Throughout the movie the audience searches for unifying principles. There seem to be some. Slavery or restraint appears frequently, a tattoo recurs over time, references to previous stories are accidentally revealed with found manuscripts or recurring music and, of course, the actors reappear as different entities. But the search for a greater concept is not rewarding. There does seem to be the unifying notion that we, all people, have a common bond, that no man is alone and that great notions and works survive and recur from age to age. But there is no pattern in this recurrence. There is no Buddhist-like idea of gradual purification or meliorism. The reappearance of the same actors seems self-indulgent, an exhibition or a display rather than a theme. And there is the matter of director Lana nee Larry Wachowski who said in an interview she wanted to educate transphobic people “who want to lynch me, who want to crucify me.”

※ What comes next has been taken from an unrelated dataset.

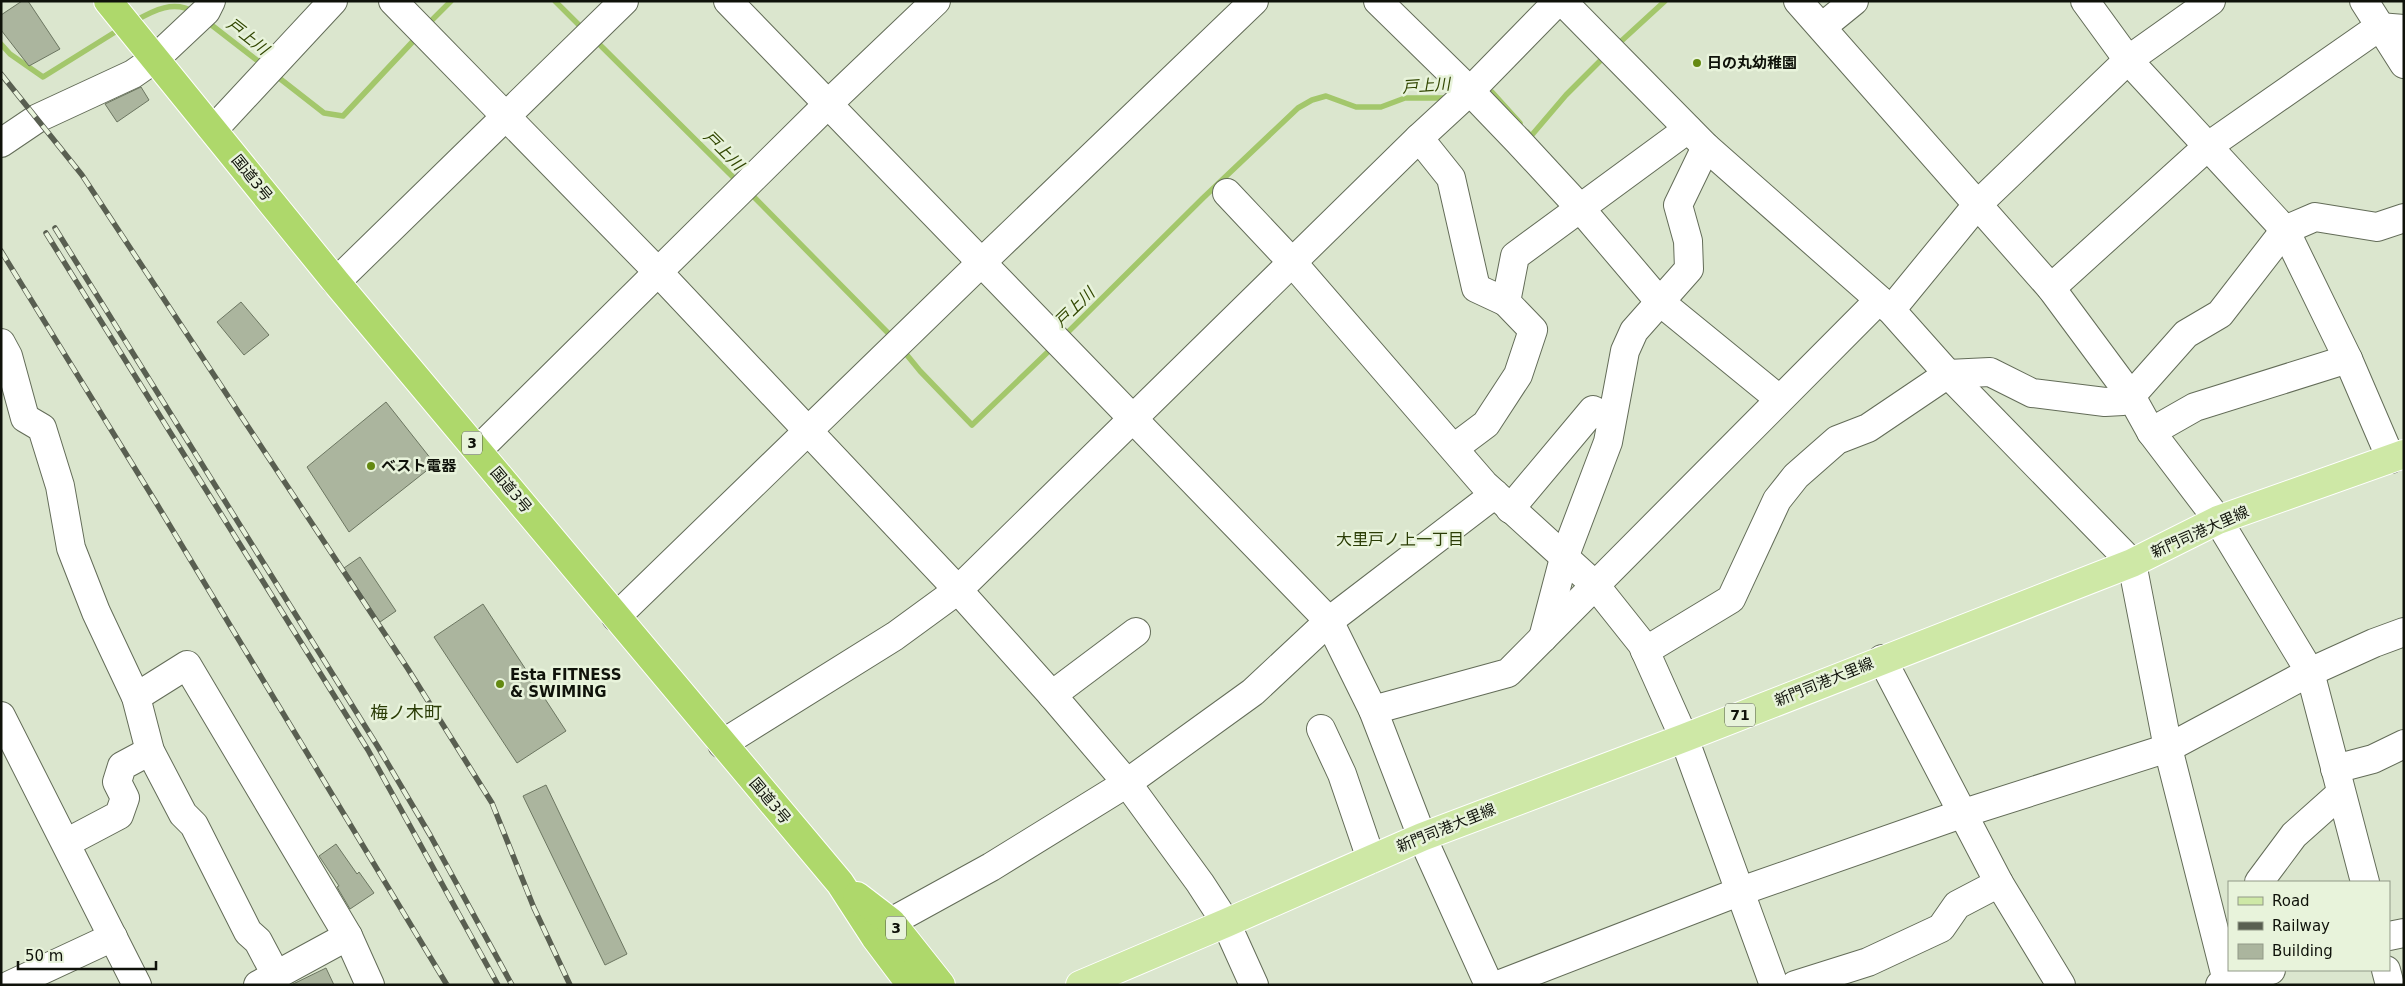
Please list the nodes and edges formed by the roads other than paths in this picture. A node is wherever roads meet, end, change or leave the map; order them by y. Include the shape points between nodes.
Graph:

These problems aside, this is an entertaining film. It is three hours long and the time flew. The problem occurs in the intimation of something bigger here, something afoot more than just a fun film, and that promise is distracting (and unfilled) as the audience tries to reconstruct it within the movie. Once that search for a bigger and more profound concept is put to rest, the film is enjoyable.

And there certainly are some lessons one can learn: Do not bring too much of yourself to work, continuity is not guaranteed by similar tattoos, universality is not guaranteed by disparate scenes and make-up and, during an apocalyptic struggle, it is best if the good guys are better armed.